Nothing more refreshing after a long day or sharing tongs with snot-dripping toddlers
But this year, something unexpected happened.
First, I developed a cough, no different from the staff who handle the food.
I figured I was just wheezing after a whiff of the 7-Eleven cologne radiating off the giggly, red-eyed teens leaving their smoke-shrouded rooms.
My stomach began to turn. No big deal. I had a lot of drinks at the bar.
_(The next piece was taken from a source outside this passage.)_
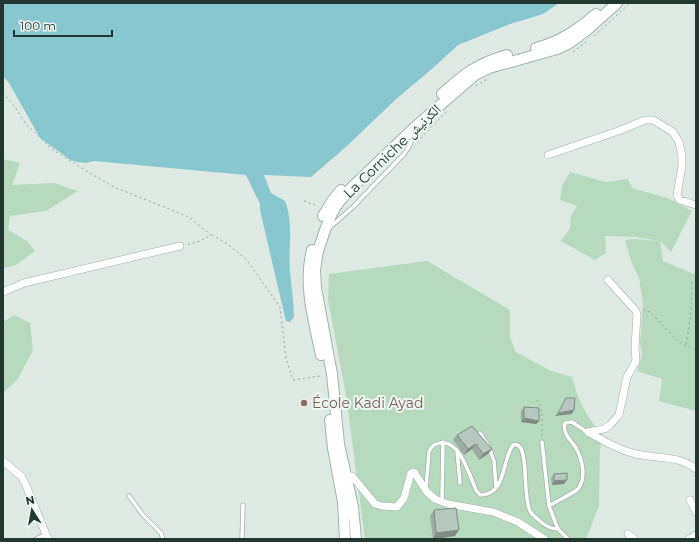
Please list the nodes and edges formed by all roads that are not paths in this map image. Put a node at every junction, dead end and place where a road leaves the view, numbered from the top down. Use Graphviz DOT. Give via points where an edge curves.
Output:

Maybe the creepy man hitting on the high schoolers slipped a mick into one of my Shirley Temples, instead of theirs.
Sweating is typical on these cruises, although the cool toilet water typically curbs my perspiration.
Soon, what I thought was just a tan I developed roasting under the scorching lights installed above the massive, indoor urine-caked Splish Splash pool—yea, the pool with the dead pigeon floating in the deep end—itchy, red boils and blisters everywhere.
I decided it was best to visit the onboard medical center—would hate for my oozing open sores to bother any of the unattended children taking turns sipping from a hot, stolen White Claw can.
After explaining to the nurse what I consumed that day, breakfast, the sushi rolls that had been sitting out from the night before, with a tall lipstick-crusted glass of OJ, oldy squeezed. I confessed my liquid lunch, toilet water (with lemon💅🏾). Dinner, the ship docked at Myrtle Beach, the staff marched out to collect bags and bags and bags from the closest Popeyes, ordered days before we arrived.
Desert, ice cream that had been frozen and melted, frozen and melted, frozen and melted, somehow the vanilla sweating more than I was.
My entire epidermis scabbed, head to toe. Didn’t even get a chance to tell her about my late-night mop water cocktail.
Several shrieks, gasps, FaceTimes with disease experts, calls to the president and a few whispers of “should we just put him down?”
Bloody, scaled cruise patrons swarmed the waiting room.
I didn’t realize so many people knew about the delicious toilet water.
I’m told I can’t leave quarantine until they finish collecting skin grafts from the pool drains.